Книга вышла в Казахстане, а живет легкий на подъем поэт давно уже в Москве.
Он пришел с Востока, подобно тому, как некогда древние номады горячим диким ветром оплодотворяли равнины Европы, присваивая себе чужое пространство, как женщину, власть и судьбу.
Он пришел, когда не ждали. Не потому лишь, что давно закончились времена ориентального прорыва и иссяк бешеный натиск Степи на Лес. А потому уже, что актуальная литература русская, обращенная им в свое поприще, становится, увы, все менее значимым фактором в мировом масштабе. И брать ее штурмом — уже не доблесть. Скорей всего, м-мда.
Сравнения хромают, аналогии не всегда убедительны. И тем не менее в нем есть что-то победоносное. Что-то суперживое и бодрое, энергийно-пожароопасное, к тому же — свежее и нежное, как подснежники в апреле.
Экстравагантный юный кочевник избрал себе новой родиной русскую словесность. И начал однажды бредить по-русски, осев в этой новой ойкумене и занявшись трудами на русской словесной ниве, как вполне оседлый землепашец. Правда, занимается он этим (пока?) скорей шутя, скорей резвяся и играя, чем с бурлацки-каторжным надрывом. Но итог впечатляет. Не зря ж его заметили здесь (где давно — почти никто и никого) многие, и среди них есть даже такие и те, кто считает, что этот маленький казах — из самых лучших поэтов в скудеющей талантами стране.

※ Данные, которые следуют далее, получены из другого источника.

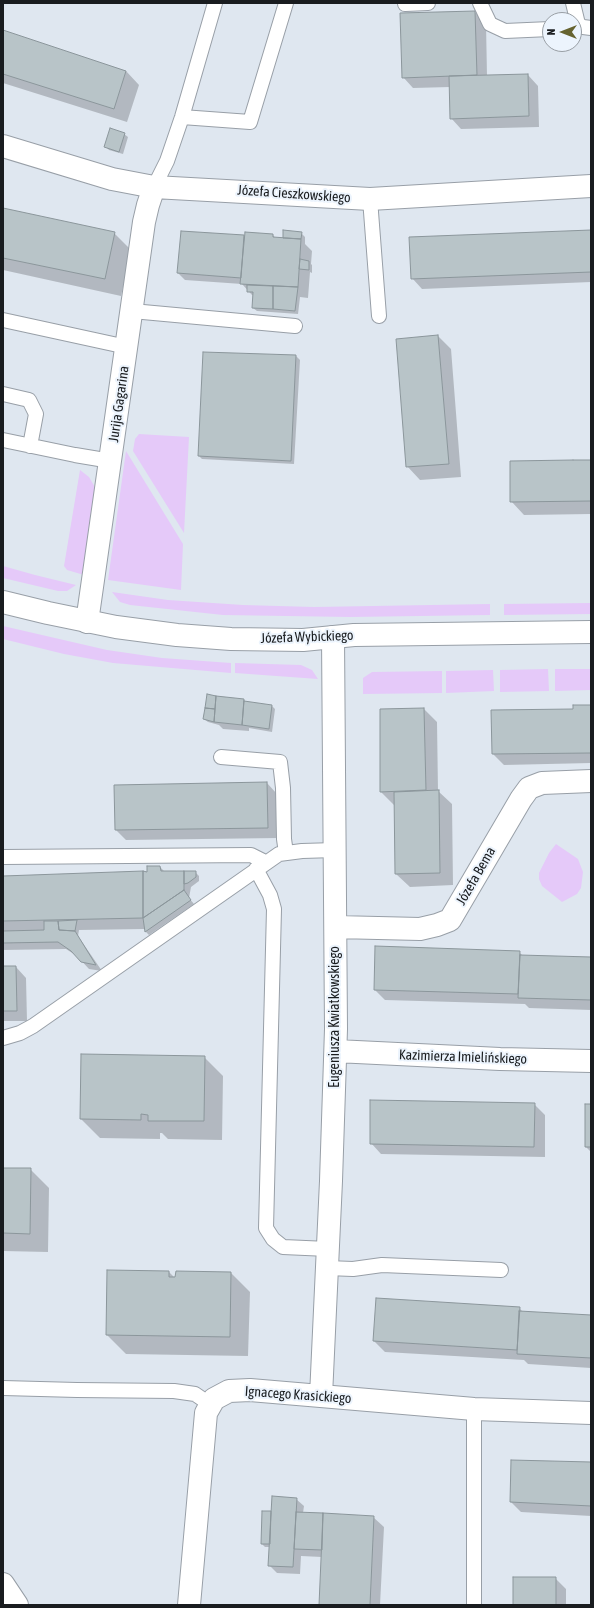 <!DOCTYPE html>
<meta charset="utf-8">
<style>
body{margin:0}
#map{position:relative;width:594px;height:1608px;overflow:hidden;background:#dfe7f0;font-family:"Asap Condensed",sans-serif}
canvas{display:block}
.frame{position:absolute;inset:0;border:4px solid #191c1f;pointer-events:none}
.north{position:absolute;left:542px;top:12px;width:40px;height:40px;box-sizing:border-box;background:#ecf4fd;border:1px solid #989ea4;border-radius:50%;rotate:270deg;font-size:11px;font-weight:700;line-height:16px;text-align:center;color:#191c1f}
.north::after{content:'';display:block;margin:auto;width:14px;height:18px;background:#666330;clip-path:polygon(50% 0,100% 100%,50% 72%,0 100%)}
</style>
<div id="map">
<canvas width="594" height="1608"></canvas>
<div class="frame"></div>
<div class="north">N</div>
</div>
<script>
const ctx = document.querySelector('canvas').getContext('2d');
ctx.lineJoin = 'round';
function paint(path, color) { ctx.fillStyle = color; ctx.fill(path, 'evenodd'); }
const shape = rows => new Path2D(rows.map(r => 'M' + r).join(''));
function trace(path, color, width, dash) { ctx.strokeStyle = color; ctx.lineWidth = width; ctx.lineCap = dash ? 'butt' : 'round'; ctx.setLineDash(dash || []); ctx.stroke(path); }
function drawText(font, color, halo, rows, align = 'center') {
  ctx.font = font + ' "Asap Condensed",sans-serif'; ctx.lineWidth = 4; ctx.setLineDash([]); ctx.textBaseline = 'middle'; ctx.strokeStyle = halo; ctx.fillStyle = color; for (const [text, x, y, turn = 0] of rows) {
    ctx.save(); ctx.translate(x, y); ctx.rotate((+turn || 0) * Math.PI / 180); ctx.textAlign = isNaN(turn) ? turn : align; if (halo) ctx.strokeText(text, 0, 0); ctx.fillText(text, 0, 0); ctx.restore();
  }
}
const green = shape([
 [139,434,189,437,184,533,133,451,135,439],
 [126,451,183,544,181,590,108,580],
 [80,470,89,477,96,489,84,575,67,570,64,566],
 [3,566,35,575,76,585,67,591,58,591,3,578],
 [112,592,168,600,243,605,314,607,490,604,490,615,350,617,223,615,130,605,120,602],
 [591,603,591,614,504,615,504,604],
 [3,626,107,650,162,658,231,663,231,673,113,663,64,654,3,639],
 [235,663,301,665,312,670,318,679,235,673],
 [548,669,549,691,500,692,500,670],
 [555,669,591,669,591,690,555,691],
 [493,670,494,691,446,693,446,671],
 [442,671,442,693,363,694,363,678,372,672],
 [556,844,578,859,583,872,581,888,577,894,562,902,542,886,539,879,539,873,549,853]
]);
const shadow = shape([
 [475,12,486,23,487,76,528,75,538,86,539,127,461,129,451,118,450,87,413,88,403,77],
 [3,31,126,71,139,85,127,122,3,83],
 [124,134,128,137,123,154,109,150,105,146],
 [3,209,114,233,131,250,121,296,3,270],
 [591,231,591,282,422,289,412,278],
 [182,232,244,236,245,238,273,235,276,239,285,239,301,233,305,237,305,244,312,251,311,264,312,265,312,273,310,272,308,298,300,297,298,314,257,311,253,308,254,295,252,295,242,284,185,280,178,273],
 [438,336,451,349,461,477,420,480,407,466],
 [204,353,296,356,300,360,294,464,202,459,199,456],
 [591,461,591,514,524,515,511,501],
 [244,700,246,703,272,706,275,709,272,732,249,728,249,731,223,729,219,725,208,722,204,719],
 [591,706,591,763,504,765,493,754,574,710],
 [381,709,424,709,437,722,438,791,452,804,453,885,410,887,396,874,395,806,381,792],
 [267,783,277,794,278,838,126,840,116,830],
 [160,867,165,872,195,872,199,876,199,881,191,887,189,898,194,904,149,935,146,932,145,929,79,930,78,936,102,971,89,969,77,956,66,949,3,950,3,877,148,873],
 [519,952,523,956,591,958,591,1010,529,1008,525,1004,385,1000,375,990],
 [3,967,16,967,26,978,27,1021,3,1021],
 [204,1057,223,1076,222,1140,168,1139,162,1133,160,1133,160,1139,100,1138,81,1119],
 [534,1104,545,1115,545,1157,381,1154,371,1143],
 [591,1105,591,1152,586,1147],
 [3,1169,30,1169,49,1188,48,1252,3,1251],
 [108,1271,169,1272,175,1278,231,1273,250,1292,248,1356,126,1354,107,1335],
 [519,1308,523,1312,591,1316,591,1368,528,1364,524,1360,385,1352,374,1341],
 [591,1463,591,1516,521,1512,511,1502],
 [296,1499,304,1506,303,1513,373,1517,384,1527,380,1605,320,1605,322,1557,301,1556,300,1574,277,1573,269,1565,270,1547,265,1547,262,1544,270,1512,272,1514],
 [555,1578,566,1589,566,1605,514,1605]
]);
const building = shape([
 [475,11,477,75,402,78,400,13,475,11],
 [3,30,126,71,114,109,3,74,3,30],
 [528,74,529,116,450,119,449,76,528,74],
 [110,128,125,133,119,152,104,147,110,128],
 [3,208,115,232,105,279,3,258,3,208],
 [283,230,302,232,301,239,283,238,283,230],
 [591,230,591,272,411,279,409,237,591,230],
 [181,231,244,235,241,278,177,273,181,231],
 [245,232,273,234,273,237,301,239,298,287,240,284,245,232],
 [300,259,309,261,309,270,299,269,300,259],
 [247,285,273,286,273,309,252,308,253,292,247,292,247,285],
 [273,286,298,287,295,311,273,309,273,286],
 [438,335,449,464,406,467,396,339,438,335],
 [203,352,296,355,291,461,198,456,203,352],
 [573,460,591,460,591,501,510,502,510,461,573,460],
 [207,694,216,696,215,709,205,708,207,694],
 [216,696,244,699,242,725,214,722,216,696],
 [244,701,272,705,269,729,242,725,244,701],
 [573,705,591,705,591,753,492,754,491,710,573,709,573,705],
 [205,708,215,709,214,722,203,719,205,708],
 [424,708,426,790,380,792,380,709,424,708],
 [267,782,268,828,115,830,114,785,267,782],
 [439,790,440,873,395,874,394,792,439,790],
 [147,866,160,866,161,871,184,871,184,890,143,918,143,871,147,872,147,866],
 [143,871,143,918,3,921,3,876,143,871],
 [184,871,196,871,196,877,188,883,184,884,184,871],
 [184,890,191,900,145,932,143,918,184,890],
 [77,920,75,931,59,930,58,921,77,920],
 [44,921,58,921,59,930,75,931,96,965,81,962,71,951,58,942,3,943,3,931,44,930,44,921],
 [375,946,520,951,518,994,374,990,375,946],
 [520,955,591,957,591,1000,518,998,520,955],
 [3,966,16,966,17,1011,3,1011,3,966],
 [81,1054,205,1056,204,1121,148,1121,148,1115,141,1114,141,1120,80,1119,81,1054],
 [370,1100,535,1103,534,1147,370,1144,370,1100],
 [585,1104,591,1104,591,1147,585,1147,585,1104],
 [3,1168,31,1168,30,1234,3,1233,3,1168],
 [107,1270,169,1271,169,1277,175,1277,176,1271,231,1272,230,1337,106,1335,107,1270],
 [376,1298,520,1307,517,1350,373,1341,376,1298],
 [519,1311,591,1315,591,1358,517,1354,519,1311],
 [511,1460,591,1462,591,1506,510,1502,511,1460],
 [272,1496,297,1498,293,1567,268,1566,272,1496],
 [262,1511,271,1511,270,1544,261,1544,262,1511],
 [296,1512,323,1513,322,1550,294,1549,296,1512],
 [323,1513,374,1516,370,1605,319,1605,323,1513],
 [513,1577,556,1577,556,1605,513,1605,513,1577]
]);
const service = shape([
 [480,3,490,24,505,31,550,29],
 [573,3,578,24,583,27,591,28],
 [405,4,428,3],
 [182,117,250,122,286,3],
 [154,187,167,161,182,117,215,3],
 [370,199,379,316],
 [132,311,295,326],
 [3,320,127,347],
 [3,394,29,400,36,414,30,446],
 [3,440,75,455,111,461],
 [221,757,280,762,283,788,284,839,286,853],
 [3,857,251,855,265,862],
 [256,869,270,895,274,909,266,1228,273,1239,283,1247,328,1249],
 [3,1038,20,1033,33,1026,279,854,302,851,335,850],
 [327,1268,353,1269,382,1265,501,1270],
 [3,1388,77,1390,174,1391,195,1394,211,1405],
 [474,1605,474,1409]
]);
const minor = shape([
 [3,146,112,179,154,187,370,199,591,186],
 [87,622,144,222,148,205,154,187],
 [336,927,420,929,437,925,450,920,521,799,529,788,542,783,591,781],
 [336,1051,500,1059,591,1061],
 [321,1396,331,1181,336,1029,333,637],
 [189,1605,206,1413,214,1399,229,1391,250,1390,474,1409,591,1413]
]);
const tertiary = shape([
 [3,602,48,613,116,627,177,635,231,639,303,640,354,635,591,632],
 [3,1584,17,1605]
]);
const streetNames = [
 ["Józefa Cieszkowskiego",294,194,4],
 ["Jurija Gagarina",119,404,-82],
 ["Józefa Wybickiego",307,637,-2],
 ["Józefa Bema",476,876,-60],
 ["Eugeniusza Kwiatkowskiego",335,1017,-90],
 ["Kazimierza Imielińskiego",463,1057,2],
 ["Ignacego Krasickiego",298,1395,4]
];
paint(green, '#e5c9f9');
paint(shadow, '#0003');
paint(building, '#b8c4c8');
trace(building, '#8b969b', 1);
trace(service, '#989fa7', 16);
trace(minor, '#989fa7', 24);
trace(tertiary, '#989fa7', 24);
trace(service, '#fff', 14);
trace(minor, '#fff', 22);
trace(tertiary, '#fff', 22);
drawText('14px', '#191c1f', '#ecf4fd', streetNames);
</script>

Зададим себе напрасный, риторический вопрос: а есть ли в России что-то, помимо словесности, помимо художества, что могло бы стать сегодня нашей родиной? Что можно было бы любить, не стыдясь?.. Ответ слишком даже очевиден, а потому убедительно промолчим — и пойдем себе дальше.
Все мы обречены на этот трудный (а для кого-то и легкий) выбор. Все мы на великой гари сочиняем себе сегодня родину. И их, этих личных родин, стало что-то уже и многовато. Почти столько же, сколько личных вер в современном мире, где традиционные религиозные ценности преломляет сугубо персональный поиск Бога.
Но об этом чуть погодя. А пока — лишь о том, что выбранная когда-то еще в Алма-Ате литературная родина Жумагулова, как он сам не раз признавался и как мы без труда можем угадать, — это Мандельштам и Бродский. Их поэзия и их судьба.
Два инородца-“выкреста”, подозрительных бдительному патриоту-расисту, оккупировавшему авансцену. Два далеких от домотканой органики этнически и социально мотивированного быта рыцаря русской культуры и русской духовности в ее самом изощренно-бесплотном выражении. Русское небо и русский язык — вот места их обитания. И сюда же прописался беззаконный иммигрант, социальный пария, понаехавший в столицу Эрэфии нахальный шудра-тунеядец Жумагулов.
Вот ведь как: Жумагулов не великоросс и никогда таковым, к счастью, не станет, как я не стану, к примеру, испанцем, и даже виллой в Испании никак не обзаведусь, не в пример нашим славным вождям и начальникам. Но тем полнее и тем бескорыстней его преданность тому, что давно уже отделилось от этнического субстрата и стало достоянием человечества, его философским камнем: русскому языку в его, языка, максимально творческом, то есть поэтическом, состоянии.
Он бродит по улицам и площадям, сторонясь довольных жизнью людей в форме мышиного цвета (сколько же их стало в нынешней Москве!!), он перечитывает в простонародном метро Мандельштама и на замечание невежественной соседки “Еврей…” — отвечает: “Да, я такой!”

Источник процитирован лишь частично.